Required action
Reproduce exactly the lines below, from the first through the one containing "0 1315 translate 1 -1 scale", and nothing more.

Supplied data

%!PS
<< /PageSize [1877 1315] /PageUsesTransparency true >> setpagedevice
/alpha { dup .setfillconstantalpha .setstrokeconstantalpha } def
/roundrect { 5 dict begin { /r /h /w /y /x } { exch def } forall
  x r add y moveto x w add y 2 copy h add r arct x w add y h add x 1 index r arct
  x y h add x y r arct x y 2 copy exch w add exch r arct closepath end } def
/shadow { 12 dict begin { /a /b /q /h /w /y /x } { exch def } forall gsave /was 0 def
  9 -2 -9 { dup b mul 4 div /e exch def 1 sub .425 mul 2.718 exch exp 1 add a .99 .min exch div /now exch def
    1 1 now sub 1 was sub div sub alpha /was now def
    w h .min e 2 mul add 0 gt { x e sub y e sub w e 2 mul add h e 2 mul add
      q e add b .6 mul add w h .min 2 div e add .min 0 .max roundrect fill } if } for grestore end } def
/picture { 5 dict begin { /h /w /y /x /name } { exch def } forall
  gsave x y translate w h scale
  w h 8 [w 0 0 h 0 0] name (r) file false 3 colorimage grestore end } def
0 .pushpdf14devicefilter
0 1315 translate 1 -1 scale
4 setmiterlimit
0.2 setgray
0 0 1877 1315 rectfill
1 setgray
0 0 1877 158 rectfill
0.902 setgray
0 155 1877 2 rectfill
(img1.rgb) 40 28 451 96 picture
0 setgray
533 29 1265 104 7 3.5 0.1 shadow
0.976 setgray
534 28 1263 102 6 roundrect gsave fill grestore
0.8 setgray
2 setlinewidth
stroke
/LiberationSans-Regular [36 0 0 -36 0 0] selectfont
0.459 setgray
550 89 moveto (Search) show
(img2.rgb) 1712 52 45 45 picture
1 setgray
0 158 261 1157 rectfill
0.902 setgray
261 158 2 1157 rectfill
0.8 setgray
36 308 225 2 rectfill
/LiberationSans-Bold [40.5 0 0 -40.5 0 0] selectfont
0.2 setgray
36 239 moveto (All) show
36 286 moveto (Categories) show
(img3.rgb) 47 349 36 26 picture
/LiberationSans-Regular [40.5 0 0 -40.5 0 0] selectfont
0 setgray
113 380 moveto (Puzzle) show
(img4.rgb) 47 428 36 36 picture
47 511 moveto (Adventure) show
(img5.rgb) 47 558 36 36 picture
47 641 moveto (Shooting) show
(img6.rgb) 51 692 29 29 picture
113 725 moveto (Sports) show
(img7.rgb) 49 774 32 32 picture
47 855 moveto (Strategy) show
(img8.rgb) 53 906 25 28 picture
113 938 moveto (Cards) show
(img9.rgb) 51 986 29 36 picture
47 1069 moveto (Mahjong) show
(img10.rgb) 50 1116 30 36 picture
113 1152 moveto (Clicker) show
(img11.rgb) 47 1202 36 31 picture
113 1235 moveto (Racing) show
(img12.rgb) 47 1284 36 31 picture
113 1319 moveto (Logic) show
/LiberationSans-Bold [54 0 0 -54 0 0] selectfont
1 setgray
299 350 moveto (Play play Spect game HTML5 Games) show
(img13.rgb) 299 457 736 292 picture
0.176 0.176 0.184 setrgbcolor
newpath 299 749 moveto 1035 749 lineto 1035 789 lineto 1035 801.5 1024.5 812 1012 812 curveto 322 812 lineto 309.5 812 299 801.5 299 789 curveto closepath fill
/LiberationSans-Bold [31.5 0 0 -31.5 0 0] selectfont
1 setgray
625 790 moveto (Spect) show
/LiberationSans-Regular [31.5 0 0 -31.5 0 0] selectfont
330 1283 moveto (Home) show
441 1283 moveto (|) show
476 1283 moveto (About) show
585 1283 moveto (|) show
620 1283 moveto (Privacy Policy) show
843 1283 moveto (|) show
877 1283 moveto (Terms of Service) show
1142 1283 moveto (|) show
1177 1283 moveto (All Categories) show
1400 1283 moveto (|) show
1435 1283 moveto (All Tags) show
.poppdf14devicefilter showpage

Completed task
%!PS
<< /PageSize [1877 1315] /PageUsesTransparency true >> setpagedevice
/alpha { dup .setfillconstantalpha .setstrokeconstantalpha } def
/roundrect { 5 dict begin { /r /h /w /y /x } { exch def } forall
  x r add y moveto x w add y 2 copy h add r arct x w add y h add x 1 index r arct
  x y h add x y r arct x y 2 copy exch w add exch r arct closepath end } def
/shadow { 12 dict begin { /a /b /q /h /w /y /x } { exch def } forall gsave /was 0 def
  9 -2 -9 { dup b mul 4 div /e exch def 1 sub .425 mul 2.718 exch exp 1 add a .99 .min exch div /now exch def
    1 1 now sub 1 was sub div sub alpha /was now def
    w h .min e 2 mul add 0 gt { x e sub y e sub w e 2 mul add h e 2 mul add
      q e add b .6 mul add w h .min 2 div e add .min 0 .max roundrect fill } if } for grestore end } def
/picture { 5 dict begin { /h /w /y /x /name } { exch def } forall
  gsave x y translate w h scale
  w h 8 [w 0 0 h 0 0] name (r) file false 3 colorimage grestore end } def
0 .pushpdf14devicefilter
0 1315 translate 1 -1 scale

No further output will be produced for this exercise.